PREMIÈRE PARTIE: SUR LA DEMANDE D’ANNULATION DE LA DÉCISION DE PLACEMENT EN RÉTENTION
L’avocat soulève les moyens suivants : cf recours
- défaut de motivation du placement en LRA
- erreur d’appréciation sur les garanties de représentation
- caractère injustifié du placement en rétention
Le représentant de l’administration, entendu en ses observations ;
DEUXIÈME PARTIE : SUR LA REQUÊTE DE LA PRÉFECTURE A FIN DE PROLONGATION DE LA RÉTENTION
Le représentant de l’administration, entendu en ses observations ;
L’avocat soulève les moyens suivants :
- défaut de base légale de l’interpellation
- défaut d’interprète : carence en audition alors qu’il est acté qu’il ne parle pas bien français
Le représentant de l’administration répond à l’avocat ;
L’intéressé entendu en dernier déclare : “J’ai pas pu exercer mes droits, j’ai pas eu accès à mon téléphone dans lequel il y a mes documents comme l’attestation d’hébergement, je n’ai pas eu accès à un interprète, on m’a forcé à signer les procès verbaux. J’étais aux toilettes quand je me suis fait interpeller, on m’a forcé à dire que je travaillais là.”
DECISION
Sur la demande d’annulation de la décision de placement en rétention :
o RECEVABLE o IRRECEVABLE o REJET o ANNULATION
Sur la demande de prolongation de la rétention :
o RECEVABLE o IRRECEVABLE
o MAINTIEN o REJET o ASSIGNATION A RÉSIDENCE
Le greffier Le magistrat délégué
Clémence ROLET Karine DOSIO
COUR D’APPEL DE DOUAI
TRIBUNAL JUDICIAIRE DE LILLE
──────────
LE JUGE DES LIBERTÉS ET DE LA DÉTENTION
────
Dossier n° N° RG 24/02179 - N° Portalis DBZS-W-B7I-Y2T7
ORDONNANCE STATUANT SUR LE CONTRÔLE DE LA RÉGULARITÉ D’UNE DÉCISION DE PLACEMENT EN RÉTENTION
ET SUR LA PROLONGATION D’UNE MESURE DE RÉTENTION ADMINISTRATIVE
Articles L.614-1, L.614-13, L.741-10, L.743-5, L.743-20 du CESEDA
Nous, Karine DOSIO,, magistrat délégué par la présidente du Tribunal judiciaire de LILLE, assisté de Clémence ROLET, greffier ;
Vu les dispositions des articles suivants du code de l’entrée et du séjour des étrangers et du droit d’asile (CESEDA) :
- L.614-1, L.614-13, L.741-10, L.743-5, L.743-20
- L. 741-1, L.741-4, L.741-5, L.741-7, L.744-1, L.751-9, L.751-10
- L. 743-14, L.743-15, L.743-17
- L. 743-19, L. 743-25
- R. 741-3
- R.742-1, R. 743-1 à R. 743-8, R. 743-21
Vu la décision de placement en rétention administrative prise le 05/10/2024 à 20h20 par M. LE PREFET DE L’AISNE ;
Vu la requête de M. X se disant [L] [T] alias [R] [T], né le 01/01/2006 à [Localité 3] (Algérie), de nationalité algérienne en contestation de la régularité de la décision de placement en rétention administrative en date du 08/10/2024 réceptionnée par le greffe du juge des libertés et de la détention le 08/10/2024 à 16h57 (cf.
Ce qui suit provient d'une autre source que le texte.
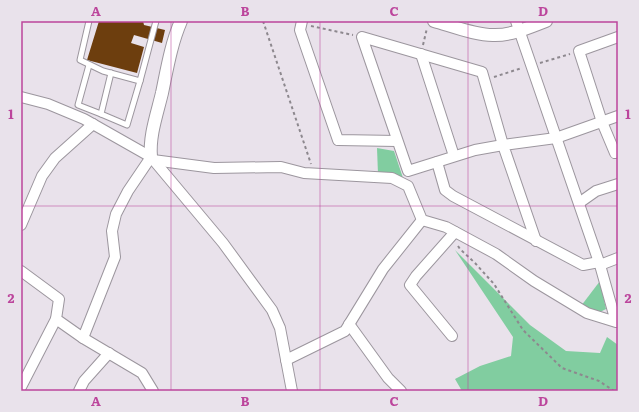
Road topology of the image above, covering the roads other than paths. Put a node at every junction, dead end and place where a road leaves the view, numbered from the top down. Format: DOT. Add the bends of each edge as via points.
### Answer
graph roads {
  1 [pos="89,21"];
  2 [pos="156,21"];
  3 [pos="181,21"];
  4 [pos="546,21"];
  5 [pos="302,23"];
  6 [pos="431,24"];
  7 [pos="518,26"];
  8 [pos="618,37"];
  9 [pos="421,54"];
  10 [pos="90,65"];
  11 [pos="112,73"];
  12 [pos="140,80"];
  13 [pos="21,97"];
  14 [pos="101,114"];
  15 [pos="618,116"];
  16 [pos="602,122"];
  17 [pos="93,124"];
  18 [pos="556,138"];
  19 [pos="397,140"];
  20 [pos="503,145"];
  21 [pos="618,152"];
  22 [pos="454,156"];
  23 [pos="152,159"];
  24 [pos="437,162"];
  25 [pos="618,184"];
  26 [pos="578,203"];
  27 [pos="422,220"];
  28 [pos="21,221"];
  29 [pos="454,233"];
  30 [pos="536,240"];
  31 [pos="618,258"];
  32 [pos="599,263"];
  33 [pos="21,271"];
  34 [pos="56,319"];
  35 [pos="617,322"];
  36 [pos="349,324"];
  37 [pos="452,336"];
  38 [pos="83,338"];
  39 [pos="109,353"];
  40 [pos="286,360"];
  41 [pos="21,387"];
  42 [pos="79,391"];
  43 [pos="153,391"];
  44 [pos="292,391"];
  45 [pos="401,391"];
  1 -- 10 [label="lane" via="80,60"];
  2 -- 12 [label="lane"];
  3 -- 23 [label="street" via="170,53 150,147"];
  4 -- 7 [label="street"];
  5 -- 19 [label="street" via="300,30 338,140"];
  6 -- 7 [label="street" via="494,35"];
  7 -- 18 [label="street"];
  8 -- 16 [label="street" via="579,51"];
  9 -- 19 [label="street" via="362,37"];
  9 -- 20 [label="street" via="482,72"];
  9 -- 22 [label="street"];
  10 -- 11 [label="lane"];
  10 -- 14 [label="lane" via="78,105"];
  11 -- 12 [label="lane"];
  11 -- 14 [label="lane"];
  12 -- 14 [label="lane" via="127,125"];
  13 -- 17 [label="street" via="48,104"];
  15 -- 16 [label="street"];
  16 -- 18 [label="street"];
  16 -- 21 [label="street" via="615,153"];
  17 -- 23 [label="street"];
  17 -- 28 [label="street" via="55,158 42,176"];
  18 -- 20 [label="street"];
  18 -- 26 [label="street"];
  19 -- 24 [label="street" via="408,171"];
  20 -- 22 [label="street"];
  20 -- 30 [label="street"];
  22 -- 24 [label="street"];
  23 -- 27 [label="street" via="214,168 281,167 304,173 392,178 408,186"];
  23 -- 38 [label="street" via="128,191 116,214 112,231 115,257"];
  23 -- 40 [label="street" via="223,243 272,310 280,328"];
  24 -- 30 [label="street" via="445,190"];
  25 -- 26 [label="street" via="596,191"];
  26 -- 32 [label="street"];
  27 -- 29 [label="street" via="446,227"];
  27 -- 36 [label="street" via="383,269"];
  29 -- 35 [label="street" via="496,254 587,313"];
  29 -- 37 [label="street" via="410,285"];
  30 -- 32 [label="street" via="583,266"];
  31 -- 32 [label="street"];
  32 -- 35 [label="street"];
  33 -- 34 [label="street" via="60,299"];
  34 -- 38 [label="street"];
  34 -- 41 [label="street"];
  36 -- 40 [label="street" via="345,331"];
  36 -- 45 [label="street" via="388,378"];
  38 -- 39 [label="street"];
  39 -- 42 [label="street" via="84,381"];
  39 -- 43 [label="street" via="142,374"];
  40 -- 44 [label="street"];
}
Timbre du greffe) ;
Vu la requête en prolongation de l’autorité administrative en date du 08/10/2024 reçue et enregistrée le 08/10/2024 à 14h32 (cf. Timbre du greffe) tendant à la prolongation de la rétention de M. X se disant [L] [T] alias [R] [T], né le 01/01/2006 à [Localité 3] (Algérie), de nationalité algérienne dans les locaux ne relevant pas de l’administration pénitentiaire pour une durée de vingt-six jours ;
Vu l’extrait individualisé du registre prévu à l’article L. 744-2 du CESEDA émargé par l’intéressé ;
PARTIES
AUTORITE ADMINISTRATIVE QUI A ORDONNE LE PLACEMENT EN RETENTION
M. LE PREFET DE L’AISNE
préalablement avisé, représenté par Monsieur [N] [V], représentant de l’administration
PERSONNE RETENUE
M. X se disant [L] [T] alias [R] [T], né le 01/01/2006 à [Localité 3] (Algérie), de nationalité algérienne
né le 09 Décembre 2002 à [Localité 3] (ALGERIE)
de nationalité Algérienne
actuellement maintenu en rétention administrative
préalablement avisé et présent à l’audience,
Assisté de Maître Anaïs DE BOUTEILLER, avocat commis d’office
En présence de Mme [S] [X], interprète en langue arabe,
LE PROCUREUR DE LA RÉPUBLIQUE, préalablement avisé, n’est pas présent à l’audience.
DÉROULEMENT DES DÉBATS
A l’audience publique, le magistrat a procédé au rappel de l’identité des parties ;
Après avoir rappelé à la personne retenue les droits qui lui sont reconnus par le code de l’entrée et du séjour des étrangers et du droit d’asile pendant sa rétention et l’avoir informée des possibilités et des délais de recours contre toutes décisions le concernant ;
L’intéressé a été entendu en ses explications ;
Le représentant du préfet a été entendu en ses observations ;
L’avocat a été entendu en sa plaidoirie ;
Le représentant du préfet ayant répondu à l’avocat ;
L’étranger ayant eu la parole en dernier ;
EXPOSE DU LITIGE
Par décision en date du 5 octobre 2024 notifiée le même jour à 20H20 , l’autorité administrative a ordonné le placement de X se disant [L] [T] en rétention dans des locaux ne relevant pas de l’administration pénitentiaire.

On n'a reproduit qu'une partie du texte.